Collected data:
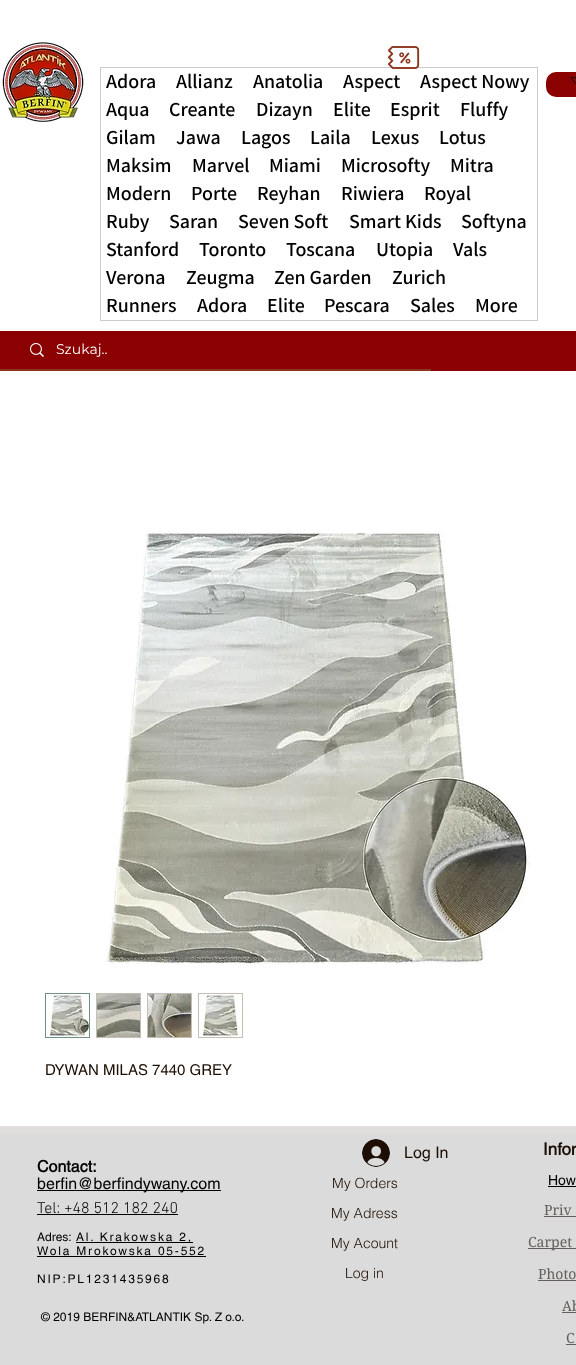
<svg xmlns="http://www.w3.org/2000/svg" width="576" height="1365">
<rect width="100%" height="100%" fill="#fff"/>
<image x="2" y="42" width="82" height="80" href="media/1.png"/>
<rect x="100.5" y="67.5" width="437" height="253" fill="none" stroke="#ccc"/>
<image x="387" y="46" width="33" height="23" href="media/2.png"/>
<text x="106" y="88" style="font-family:Assistant;font-size:20px;font-weight:600;fill:#000">Adora</text>
<text x="176" y="88" style="font-family:Assistant;font-size:20px;font-weight:600;fill:#000">Allianz</text>
<text x="253" y="88" style="font-family:Assistant;font-size:20px;font-weight:600;fill:#000">Anatolia</text>
<text x="343" y="88" style="font-family:Assistant;font-size:20px;font-weight:600;fill:#000">Aspect</text>
<text x="420" y="88" style="font-family:Assistant;font-size:20px;font-weight:600;fill:#000">Aspect Nowy</text>
<text x="106" y="116" style="font-family:Assistant;font-size:20px;font-weight:600;fill:#000">Aqua</text>
<text x="169" y="116" style="font-family:Assistant;font-size:20px;font-weight:600;fill:#000">Creante</text>
<text x="256" y="116" style="font-family:Assistant;font-size:20px;font-weight:600;fill:#000">Dizayn</text>
<text x="333" y="116" style="font-family:Assistant;font-size:20px;font-weight:600;fill:#000">Elite</text>
<text x="390" y="116" style="font-family:Assistant;font-size:20px;font-weight:600;fill:#000">Esprit</text>
<text x="460" y="116" style="font-family:Assistant;font-size:20px;font-weight:600;fill:#000">Fluffy</text>
<text x="106" y="144" style="font-family:Assistant;font-size:20px;font-weight:600;fill:#000">Gilam</text>
<text x="176" y="144" style="font-family:Assistant;font-size:20px;font-weight:600;fill:#000">Jawa</text>
<text x="241" y="144" style="font-family:Assistant;font-size:20px;font-weight:600;fill:#000">Lagos</text>
<text x="310" y="144" style="font-family:Assistant;font-size:20px;font-weight:600;fill:#000">Laila</text>
<text x="371" y="144" style="font-family:Assistant;font-size:20px;font-weight:600;fill:#000">Lexus</text>
<text x="439" y="144" style="font-family:Assistant;font-size:20px;font-weight:600;fill:#000">Lotus</text>
<text x="106" y="172" style="font-family:Assistant;font-size:20px;font-weight:600;fill:#000">Maksim</text>
<text x="192" y="172" style="font-family:Assistant;font-size:20px;font-weight:600;fill:#000">Marvel</text>
<text x="269" y="172" style="font-family:Assistant;font-size:20px;font-weight:600;fill:#000">Miami</text>
<text x="341" y="172" style="font-family:Assistant;font-size:20px;font-weight:600;fill:#000">Microsofty</text>
<text x="450" y="172" style="font-family:Assistant;font-size:20px;font-weight:600;fill:#000">Mitra</text>
<text x="106" y="200" style="font-family:Assistant;font-size:20px;font-weight:600;fill:#000">Modern</text>
<text x="191" y="200" style="font-family:Assistant;font-size:20px;font-weight:600;fill:#000">Porte</text>
<text x="257" y="200" style="font-family:Assistant;font-size:20px;font-weight:600;fill:#000">Reyhan</text>
<text x="341" y="200" style="font-family:Assistant;font-size:20px;font-weight:600;fill:#000">Riwiera</text>
<text x="424" y="200" style="font-family:Assistant;font-size:20px;font-weight:600;fill:#000">Royal</text>
<text x="106" y="228" style="font-family:Assistant;font-size:20px;font-weight:600;fill:#000">Ruby</text>
<text x="169" y="228" style="font-family:Assistant;font-size:20px;font-weight:600;fill:#000">Saran</text>
<text x="238" y="228" style="font-family:Assistant;font-size:20px;font-weight:600;fill:#000">Seven Soft</text>
<text x="349" y="228" style="font-family:Assistant;font-size:20px;font-weight:600;fill:#000">Smart Kids</text>
<text x="461" y="228" style="font-family:Assistant;font-size:20px;font-weight:600;fill:#000">Softyna</text>
<text x="106" y="256" style="font-family:Assistant;font-size:20px;font-weight:600;fill:#000">Stanford</text>
<text x="199" y="256" style="font-family:Assistant;font-size:20px;font-weight:600;fill:#000">Toronto</text>
<text x="286" y="256" style="font-family:Assistant;font-size:20px;font-weight:600;fill:#000">Toscana</text>
<text x="376" y="256" style="font-family:Assistant;font-size:20px;font-weight:600;fill:#000">Utopia</text>
<text x="453" y="256" style="font-family:Assistant;font-size:20px;font-weight:600;fill:#000">Vals</text>
<text x="106" y="284" style="font-family:Assistant;font-size:20px;font-weight:600;fill:#000">Verona</text>
<text x="186" y="284" style="font-family:Assistant;font-size:20px;font-weight:600;fill:#000">Zeugma</text>
<text x="274" y="284" style="font-family:Assistant;font-size:20px;font-weight:600;fill:#000">Zen Garden</text>
<text x="392" y="284" style="font-family:Assistant;font-size:20px;font-weight:600;fill:#000">Zurich</text>
<text x="106" y="312" style="font-family:Assistant;font-size:20px;font-weight:600;fill:#000">Runners</text>
<text x="197" y="312" style="font-family:Assistant;font-size:20px;font-weight:600;fill:#000">Adora</text>
<text x="267" y="312" style="font-family:Assistant;font-size:20px;font-weight:600;fill:#000">Elite</text>
<text x="324" y="312" style="font-family:Assistant;font-size:20px;font-weight:600;fill:#000">Pescara</text>
<text x="410" y="312" style="font-family:Assistant;font-size:20px;font-weight:600;fill:#000">Sales</text>
<text x="475" y="312" style="font-family:Assistant;font-size:20px;font-weight:600;fill:#000">More</text>
<rect x="546" y="72" width="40" height="25" rx="10" fill="#8b0000"/>
<image x="570" y="77" width="6" height="8" href="media/3.png"/>
<rect y="331" width="576" height="40" fill="#8b0000"/>
<rect y="369" width="431" height="2" fill="#8c331c"/>
<image x="30" y="343" width="14" height="14" href="media/4.png"/>
<text x="56" y="354" style="font-family:Montserrat;font-size:14px;fill:#fff">Szukaj..</text>
<image x="106" y="532" width="424" height="432" href="media/5.png"/>
<rect x="45.5" y="993.5" width="44" height="44" fill="none" stroke="#728f83"/>
<image x="46" y="994" width="43" height="43" href="media/6.png"/>
<rect x="96" y="993" width="45" height="45" fill="#c8bdb4"/>
<image x="97" y="994" width="43" height="43" href="media/7.png"/>
<rect x="147" y="993" width="45" height="45" fill="#c8bdb4"/>
<image x="148" y="994" width="43" height="43" href="media/8.png"/>
<rect x="198" y="993" width="45" height="45" fill="#c8bdb4"/>
<image x="199" y="994" width="43" height="43" href="media/9.png"/>
<text x="45" y="1075" style="font-family:helvetica;font-size:15px;fill:#1d0e03">DYWAN MILAS 7440 GREY</text>
<rect y="1126" width="576" height="8" fill="#e0dddb"/>
<rect y="1134" width="576" height="231" fill="#dbdbdb"/>
<image x="362" y="1139" width="28" height="28" href="media/10.png"/>
<text x="404" y="1158" style="font-family:helvetica;font-size:16px;fill:#1d0e03">Log In</text>
<text x="543" y="1155" style="font-family:helvetica;font-size:17px;font-weight:bold;fill:#1d0e03">Infor</text>
<text x="37" y="1172" style="font-family:helvetica;font-size:16px;font-weight:bold;fill:#000">Contact:</text>
<rect x="37" y="1190" width="184" height="1" fill="#000"/>
<text x="37" y="1189" style="font-family:helvetica;font-size:16px;fill:#000">berfin@berfindywany.com</text>
<text x="37" y="1213" style="font-family:'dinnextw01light';font-size:16px;font-weight:300;fill:#000">Tel: +48 512 182 240</text>
<rect x="37" y="1214" width="141" height="1" fill="#000"/>
<text x="37" y="1241" style="font-family:helvetica;font-size:12px;fill:#000">Adres:</text>
<rect x="76" y="1242" width="117" height="1" fill="#000"/>
<text x="76" y="1241" style="font-family:helvetica;font-size:12px;letter-spacing:1.8px;fill:#000">Al. Krakowska 2,</text>
<text x="37" y="1255" style="font-family:helvetica;font-size:12px;letter-spacing:1.8px;fill:#000">Wola Mrokowska 05-552</text>
<rect x="37" y="1256" width="169" height="1" fill="#000"/>
<text x="37" y="1283" style="font-family:helvetica;font-size:12px;letter-spacing:1.8px;fill:#000">NIP:PL1231435968</text>
<text x="41" y="1321" style="font-family:helvetica;font-size:12px;fill:#000">© 2019 BERFIN&amp;ATLANTIK Sp. Z o.o.</text>
<text x="332" y="1188" style="font-family:helvetica;font-size:14px;font-weight:300;fill:#1d0e03">My Orders</text>
<text x="331" y="1218" style="font-family:helvetica;font-size:14px;font-weight:300;fill:#1d0e03">My Adress</text>
<text x="331" y="1248" style="font-family:helvetica;font-size:14px;font-weight:300;fill:#1d0e03">My Acount</text>
<text x="345" y="1278" style="font-family:helvetica;font-size:14px;font-weight:300;fill:#1d0e03">Log in</text>
<text x="548" y="1185" style="font-family:helvetica;font-size:14px;fill:#000">How</text>
<rect x="548" y="1186" width="28" height="1" fill="#000"/>
<text x="544" y="1215" style="font-family:'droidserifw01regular';font-size:14px;fill:#645e5a">Priv</text>
<rect x="544" y="1216" width="32" height="1" fill="#645e5a"/>
<rect x="528" y="1248" width="48" height="1" fill="#645e5a"/>
<text x="528" y="1247" style="font-family:'droidserifw01regular';font-size:14px;fill:#645e5a">Carpet</text>
<text x="538" y="1279" style="font-family:'droidserifw01regular';font-size:14px;fill:#645e5a">Photo</text>
<rect x="538" y="1280" width="38" height="1" fill="#645e5a"/>
<text x="562" y="1311" style="font-family:'droidserifw01regular';font-size:14px;fill:#645e5a">Ab</text>
<rect x="562" y="1312" width="14" height="1" fill="#645e5a"/>
<text x="566" y="1343" style="font-family:'droidserifw01regular';font-size:14px;fill:#645e5a">C</text>
<rect x="566" y="1344" width="10" height="1" fill="#645e5a"/>
</svg>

• WORK REQUIRED: Which lines of the records above hold the word "spacing"? Copy each of them.

• RESPONSE:
<text x="76" y="1241" style="font-family:helvetica;font-size:12px;letter-spacing:1.8px;fill:#000">Al. Krakowska 2,</text>
<text x="37" y="1255" style="font-family:helvetica;font-size:12px;letter-spacing:1.8px;fill:#000">Wola Mrokowska 05-552</text>
<text x="37" y="1283" style="font-family:helvetica;font-size:12px;letter-spacing:1.8px;fill:#000">NIP:PL1231435968</text>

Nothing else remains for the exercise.